Thouars (France) - Le paysage, loin d'être désertique, est
même franchement verdoyant. Pourtant, ce sont des goutteurs que des
paysans ont installé dans leur champs de maïs, au sud de la France, afin
de les irriguer en économisant l'eau.
Le goutte-à-goutte
appliqué à l'irrigation est né en Israël dans les années 60. Il s'est
ensuite exporté surtout vers l'Afrique et notamment le Kenya, mais aussi
dans les vignes et les vergers du sud de la France, en manque d'eau. Et
depuis trois ans, il prend ses quartiers dans les champs de maïs
français.
La raison ? Des tensions liées à l'utilisation de la
ressource «commencent à se poser, notamment dans le sud-ouest
(Poitou-Charentes, Landes, Béarn...), où prédomine la monoculture du
maïs irrigué», explique l'agronome Marc Dufumier, auteur de «50 idées
reçues sur l'agriculture et l'alimentation».
«Ces tensions sont le
fait de modifications culturales dans ces régions et l'arrivée du maïs à
la fin des années 80 qui demande d'avantage d'eau, surtout sur terrain
calcaire», relève Alexis Delaunay de l'Office de l'eau (Onema).
Certains
agriculteurs sont à juste titre excédés par les arrêtés limitant ou
interdisant l'arrosage. Et parler d'eau avec Joël Hérault, agriculteur
dans les Deux-Sèvres, c'est comme ouvrir une blessure personnelle.
En
2005, le préfet, «sévère» selon lui, prononce une énième interdiction
mais il arrose quand même. L’État et des associations de protection de
l'environnement l'attaquent et l'exploitant agricole est condamné à une
amende 1.000 euros.
«J'en ai fait une dépression», raconte-t-il, amer.
- 20% d'eau en moins -
Près
de dix ans plus tard, l'agriculteur décide d'équiper un tiers de ses
120 hectares en goutte-à-goutte. L'investissement est important -- au
moins 4.000 euros par hectare -- mais Joël Hérault espère améliorer ses
rendements, et surtout ne plus être montré du doigt.
Car le
goutte-à-goutte sur grandes cultures est discret. Enterré, il est moins
provoquant donc qu'un canon à eau ou une rampe d'arrosage en plein été.
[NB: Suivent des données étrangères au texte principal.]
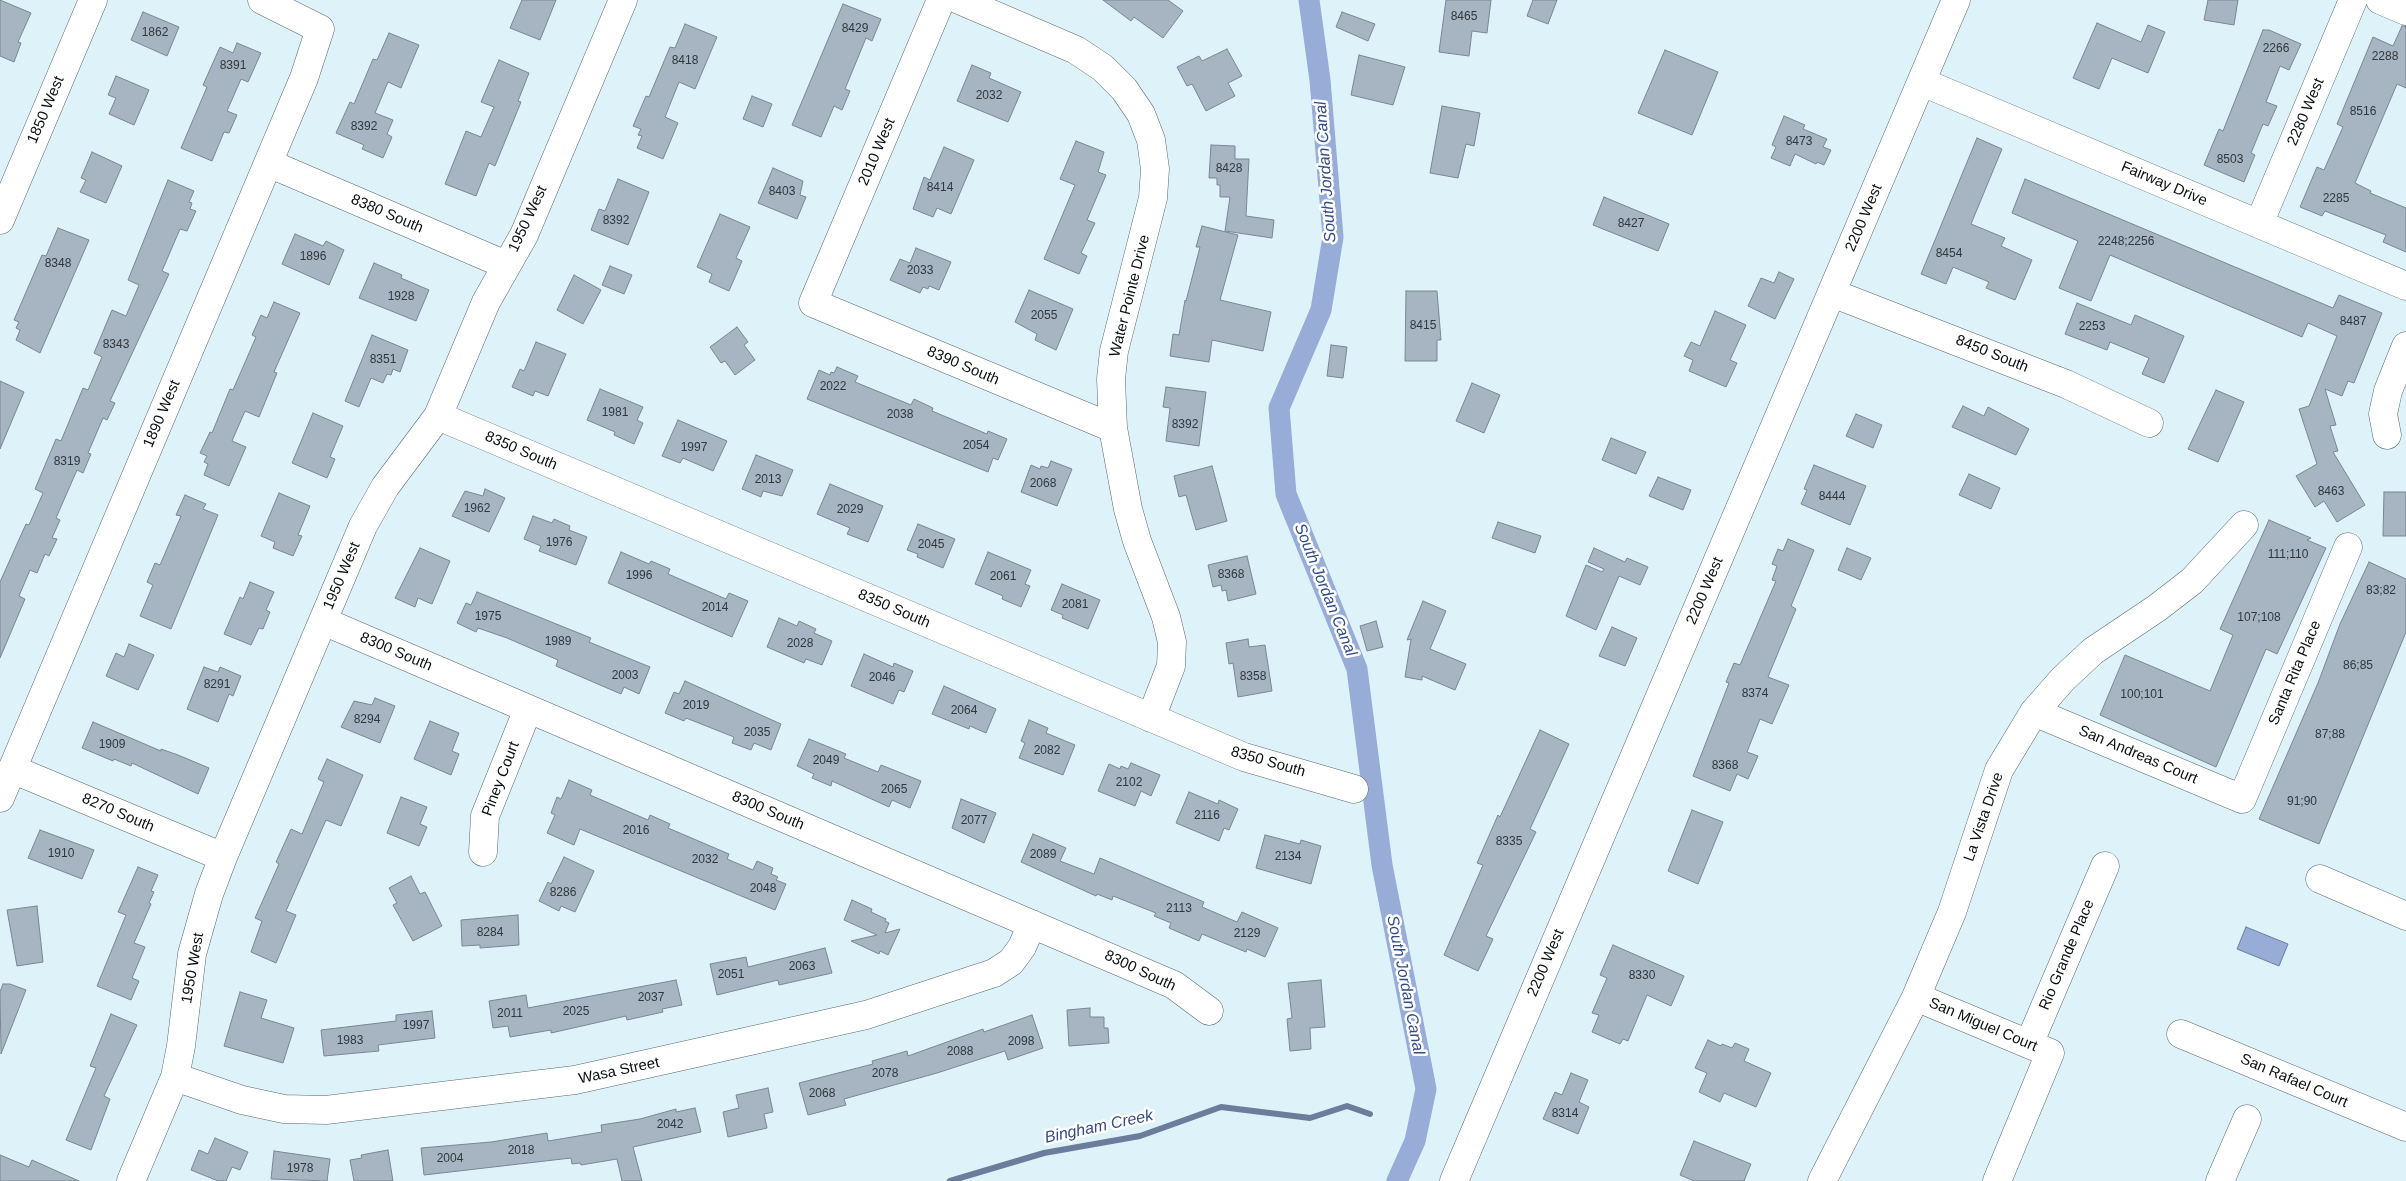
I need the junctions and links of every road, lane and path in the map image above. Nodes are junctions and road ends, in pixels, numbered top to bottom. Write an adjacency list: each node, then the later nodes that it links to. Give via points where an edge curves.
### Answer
1 (92, 0): 12 (street, 1850 West)
2 (262, 0): 11 (street, 1890 West, via 320,29 304,78)
3 (623, 0): 14 (street, 1950 West, via 524,235)
4 (941, 0): 17 (street, 2010 West)
5 (959, 0): 21 (street, Water Pointe Drive, via 1076,50 1103,68 1142,114 1151,140 1154,198 1114,351 1111,379)
6 (1956, 0): 10 (street, 2200 West)
7 (2352, 0): 13 (street, 2280 West)
8 (2380, 0): 9 (street)
9 (2406, 11)
10 (1922, 82): 13 (street, Fairway Drive); 16 (street, 2200 West)
11 (268, 163): 14 (street, 8380 South); 29 (street, 1890 West)
12 (0, 220)
13 (2259, 224): 15 (street, Fairway Drive)
14 (506, 265): 19 (street, 1950 West, via 486,302)
15 (2406, 286)
16 (1832, 293): 20 (street, 8450 South, via 2066,384); 47 (street, 2200 West)
17 (813, 303): 21 (street, 8390 South)
18 (2406, 346): 22 (street, via 2388,391 2383,414)
19 (438, 416): 25 (street, 1950 West, via 374,504); 28 (street, 8350 South)
20 (2149, 423)
21 (1113, 428): 28 (street, Water Pointe Drive, via 1130,517 1172,642 1171,666)
22 (2387, 435)
23 (2244, 525): 27 (street, La Vista Drive, via 2192,581 2093,651)
24 (2348, 547): 32 (street, Santa Rita Place)
25 (323, 621): 26 (street, 8300 South); 34 (street, 1950 West)
26 (528, 709): 33 (street, Piney Court, via 485,816); 38 (street, 8300 South)
27 (2034, 712): 32 (street, San Andreas Court); 39 (street, La Vista Drive, via 1999,770 1952,912)
28 (1151, 718): 30 (street, 8350 South, via 1244,758)
29 (12, 769): 31 (street, 1890 West); 34 (street, 8270 South)
30 (1354, 789)
31 (0, 798)
32 (2242, 799)
33 (483, 852)
34 (223, 857): 43 (street, 1950 West, via 192,954)
35 (2105, 866): 42 (street, Rio Grande Place)
36 (2320, 880): 37 (street)
37 (2406, 916)
38 (1032, 924): 40 (street, 8300 South, via 1174,984); 43 (street, Wasa Street, via 1011,962 994,972 866,1015 575,1080 326,1110 284,1109 242,1100)
39 (1916, 997): 42 (street, San Miguel Court); 48 (street, La Vista Drive)
40 (1209, 1011)
41 (2181, 1034): 45 (street, San Rafael Court)
42 (2039, 1048): 49 (street, Rio Grande Place)
43 (174, 1077): 46 (street, 1950 West)
44 (2247, 1120): 50 (street)
45 (2406, 1128)
46 (131, 1181)
47 (1454, 1181)
48 (1822, 1181)
49 (1996, 1181)
50 (2220, 1181)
Mais surtout, beaucoup moins consommateur.
Des tuyaux quadrillent
ses champs tous les mètres, à 20 ou 30 centimètres de profondeur. Là des
goutteurs, espacés de 50 centimètres chacun, déversent en continu une
petite quantité d'eau au pied des racines.
Le système permet de
consommer 30% d'eau en moins car l'eau ne s'évapore pas et n'est pas
éloignée des cultures par le vent, selon Netafim, le spécialiste
israélien de cette technologie.
L'Institut national de recherche
en sciences et technologies pour l'environnement et l'agriculture
(Irstea), qui teste le goutte-à-goutte enterré depuis 2008 à
Montpellier, parle lui d'une économie de 15 à 20%.
Mais les
bénéfices ne s'arrêtent pas là. Les tuyaux permettent aussi de délivrer
des engrais azotés (la fertigation) et là aussi en moindre quantité
qu'avec un épandage traditionnel car il n'y a pas d'effet de
«lessivage».
Les parcelles restent sèches, ce qui évite la
prolifération de mauvaises herbes ou de champignons et donc des
traitements herbicide ou fongicide. Et il n'y a pas besoin de
main-d’œuvre pour arroser, explique Christophe Harel, responsable
Netafim pour le nord-ouest de la France.
Les frères Thuaud,
installés en Loire-Atlantique, ont même réussi à économiser 40% d'eau et
20% d'azote. Et grâce à ce «biberonnage» de précision, ils ont réussi à
augmenter significativement leurs rendements de maïs et le taux de
protéines de leur blé.
- Politique -
Malgré ces
avantages, seulement 1.000 hectares de maïs -- sur les 1,8 million
d'hectares cultivés -- sont en goutte-à-goutte en France. Alors qu'aux
États-Unis ou en Italie, des milliers d'hectares le sont déjà.
Car
l'investissement est lourd et le système nécessite un entretien
rigoureux. De plus, il s'adresse à des exploitants déjà engagés dans une
démarche agroécologique puisque pour préserver l'installation il faut
être en «sans-labour», une technique de travail du sol sans labourage
qui permet de limiter l'érosion et de préserver la vie sous terre.
Mais
comme l'agriculture absorbe toujours plus de 70% de l'eau consommée,
Bruno Montagnon, de Netafim-France, pense que «le gros levier pour
développer ce système est politique».
En Rhône-Alpes, la région,
avec des fonds européens, a permis à un agriculteur de s'équiper en
2012. Si les résultats sont concluants à échéance de cinq ans, elle
pourrait mettre en place des aides à l'investissement pour d'autres
exploitations.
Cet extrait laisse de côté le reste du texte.